## Task to carry out
Copies of all lines containing the string "Général" are needed from the data below.

____ Available data

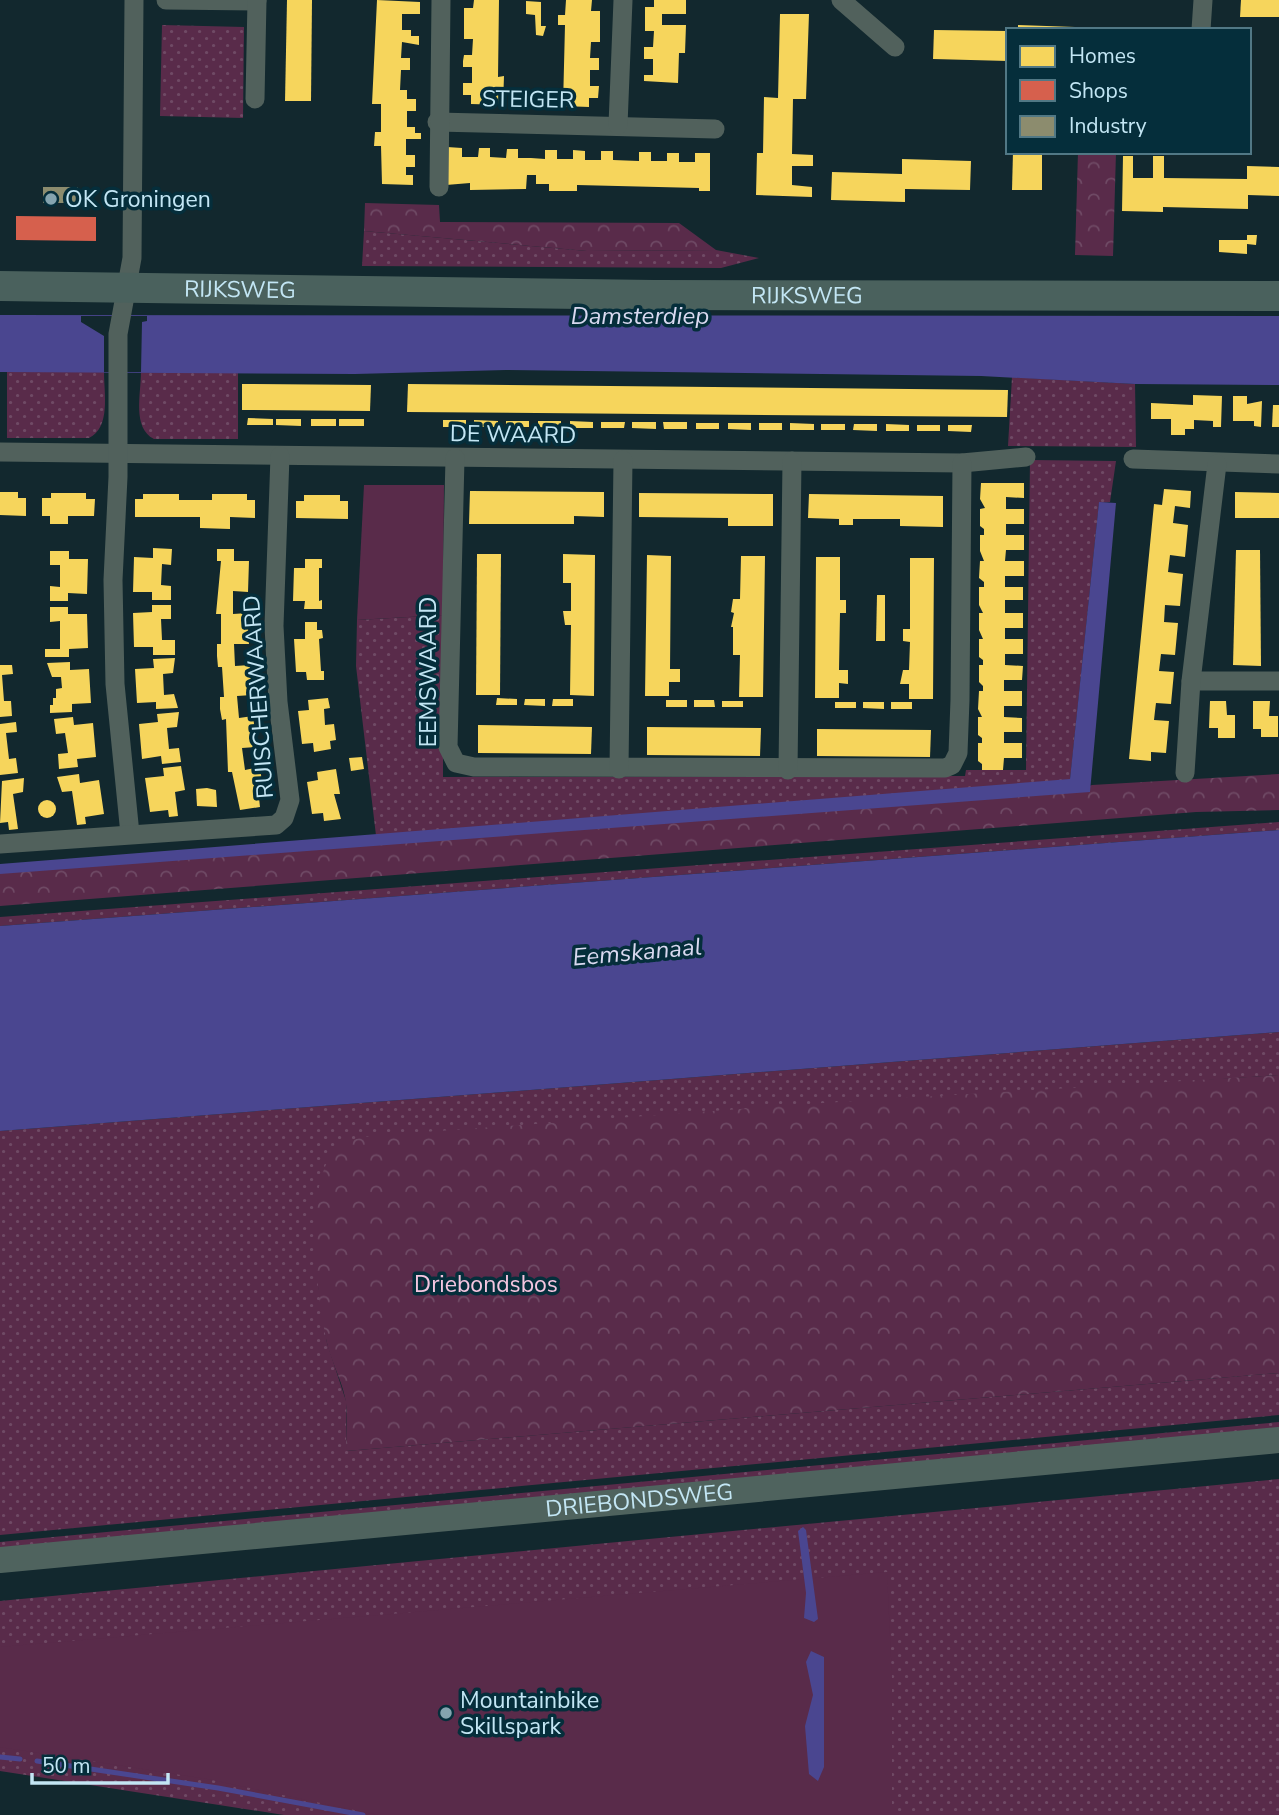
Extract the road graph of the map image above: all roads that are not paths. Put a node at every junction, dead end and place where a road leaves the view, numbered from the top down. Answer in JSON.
{"nodes":[{"id":1,"x":134,"y":0,"type":"edge"},
{"id":2,"x":166,"y":0,"type":"edge"},
{"id":3,"x":441,"y":0,"type":"edge"},
{"id":4,"x":623,"y":0,"type":"edge"},
{"id":5,"x":841,"y":0,"type":"edge"},
{"id":6,"x":1203,"y":0,"type":"edge"},
{"id":7,"x":257,"y":1,"type":"edge"},
{"id":8,"x":1201,"y":28,"type":"edge"},
{"id":9,"x":895,"y":47,"type":"dead end"},
{"id":10,"x":255,"y":99,"type":"dead end"},
{"id":11,"x":437,"y":122,"type":"junction"},
{"id":12,"x":618,"y":125,"type":"junction"},
{"id":13,"x":715,"y":129,"type":"dead end"},
{"id":14,"x":439,"y":187,"type":"dead end"},
{"id":15,"x":0,"y":286,"type":"edge"},
{"id":16,"x":1279,"y":296,"type":"edge"},
{"id":17,"x":124,"y":301,"type":"junction"},
{"id":18,"x":0,"y":452,"type":"edge"},
{"id":19,"x":118,"y":453,"type":"junction"},
{"id":20,"x":280,"y":456,"type":"junction"},
{"id":21,"x":1026,"y":457,"type":"dead end"},
{"id":22,"x":454,"y":458,"type":"junction"},
{"id":23,"x":1133,"y":459,"type":"dead end"},
{"id":24,"x":623,"y":460,"type":"junction"},
{"id":25,"x":792,"y":461,"type":"junction"},
{"id":26,"x":961,"y":463,"type":"junction"},
{"id":27,"x":1217,"y":464,"type":"junction"},
{"id":28,"x":1279,"y":464,"type":"edge"},
{"id":29,"x":1191,"y":681,"type":"junction"},
{"id":30,"x":1279,"y":681,"type":"edge"},
{"id":31,"x":619,"y":769,"type":"junction"},
{"id":32,"x":788,"y":770,"type":"junction"},
{"id":33,"x":1185,"y":773,"type":"dead end"},
{"id":34,"x":130,"y":834,"type":"junction"},
{"id":35,"x":0,"y":844,"type":"edge"},
{"id":36,"x":1279,"y":1440,"type":"edge"},
{"id":37,"x":0,"y":1560,"type":"edge"}],
"edges":[{"from":1,"to":17,"type":"street"},
{"from":2,"to":7,"type":"street"},
{"from":3,"to":11,"type":"street"},
{"from":4,"to":12,"type":"street"},
{"from":5,"to":9,"type":"street"},
{"from":6,"to":8,"type":"street"},
{"from":7,"to":10,"type":"street"},
{"from":11,"to":12,"type":"street","name":"STEIGER"},
{"from":11,"to":14,"type":"street"},
{"from":12,"to":13,"type":"street","name":"STEIGER"},
{"from":15,"to":17,"type":"main road","name":"RIJKSWEG"},
{"from":16,"to":17,"type":"main road","name":"RIJKSWEG"},
{"from":17,"to":19,"type":"street"},
{"from":18,"to":19,"type":"street","name":"DE WAARD"},
{"from":19,"to":20,"type":"street","name":"DE WAARD"},
{"from":19,"to":34,"type":"street"},
{"from":20,"to":22,"type":"street","name":"DE WAARD"},
{"from":20,"to":34,"type":"street","name":"RUISCHERWAARD"},
{"from":21,"to":26,"type":"street","name":"DE WAARD"},
{"from":22,"to":24,"type":"street","name":"DE WAARD"},
{"from":22,"to":31,"type":"street","name":"EEMSWAARD"},
{"from":23,"to":27,"type":"street"},
{"from":24,"to":25,"type":"street","name":"DE WAARD"},
{"from":24,"to":31,"type":"street"},
{"from":25,"to":26,"type":"street","name":"DE WAARD"},
{"from":25,"to":32,"type":"street"},
{"from":26,"to":32,"type":"street","name":"EEMSWAARD"},
{"from":27,"to":28,"type":"street"},
{"from":27,"to":29,"type":"street"},
{"from":29,"to":30,"type":"street"},
{"from":29,"to":33,"type":"street"},
{"from":31,"to":32,"type":"street","name":"EEMSWAARD"},
{"from":34,"to":35,"type":"street","name":"RUISCHERWAARD"},
{"from":36,"to":37,"type":"street","name":"DRIEBONDSWEG"}]}
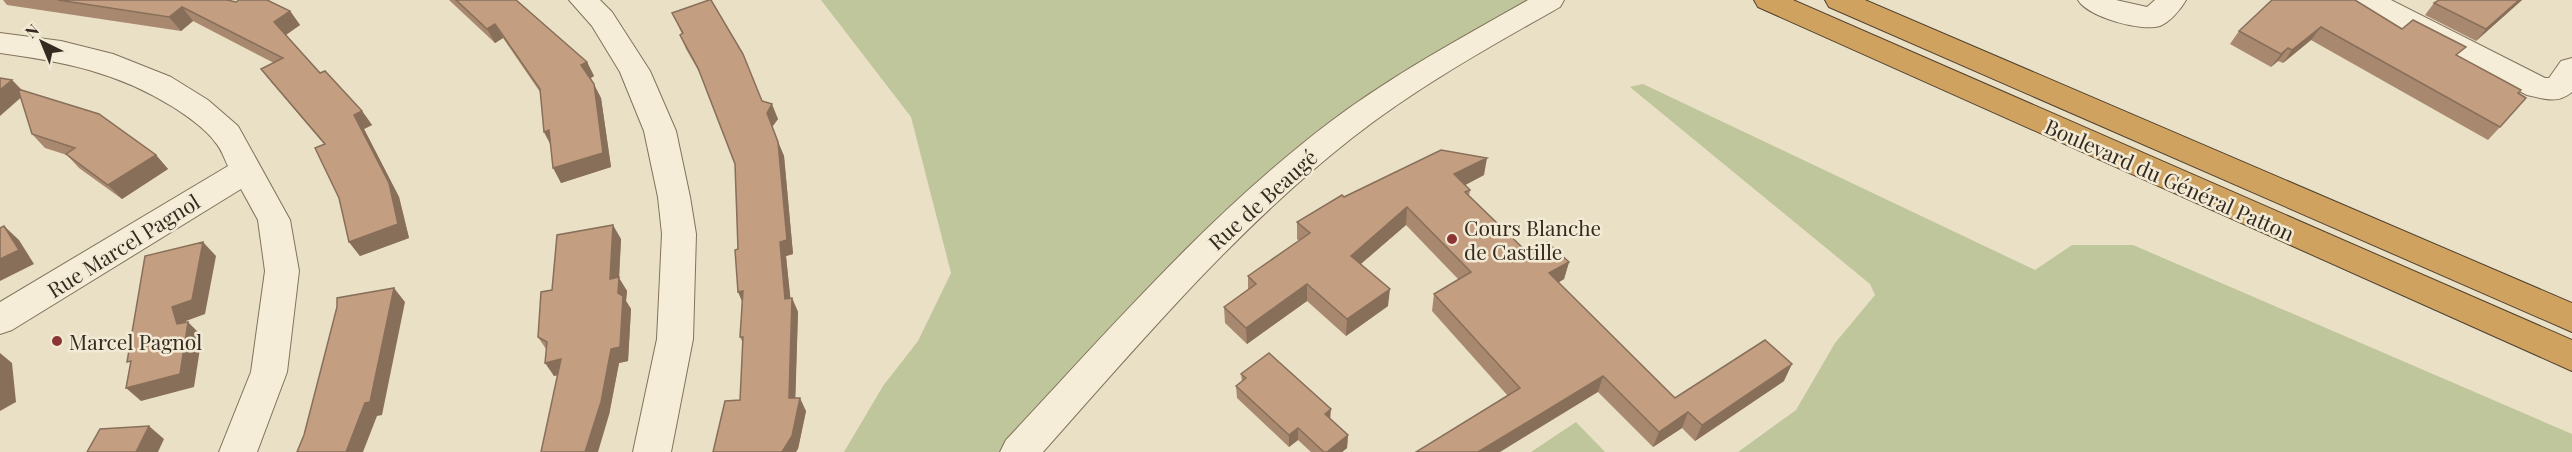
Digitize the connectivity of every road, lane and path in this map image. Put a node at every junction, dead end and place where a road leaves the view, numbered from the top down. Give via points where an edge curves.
1 (583, 0) edge
2 (1550, 0) edge
3 (1768, 0) edge
4 (1839, 0) edge
5 (2092, 0) edge
6 (2172, 0) edge
7 (2368, 0) edge
8 (0, 43) edge
9 (2570, 76) edge
10 (247, 170) junction
11 (2572, 318) edge
12 (0, 320) edge
13 (2572, 357) edge
14 (238, 452) edge
15 (652, 452) edge
16 (1019, 452) edge

1 - 15 street via 602,19 635,71 660,131 674,197 679,234 675,339
2 - 16 street, Rue de Beaugé via 1404,85 1341,130 1271,189 1194,261
3 - 13 highway, Boulevard du Général Patton
4 - 11 highway, Boulevard du Général Patton
5 - 6 street via 2116,12 2153,18
7 - 9 street via 2522,81 2555,90
8 - 10 street via 102,61 160,85 197,108 227,134
10 - 12 street, Rue Marcel Pagnol
10 - 14 street via 274,220 282,271 269,372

________

## Result
3 - 13 highway, Boulevard du Général Patton
4 - 11 highway, Boulevard du Général Patton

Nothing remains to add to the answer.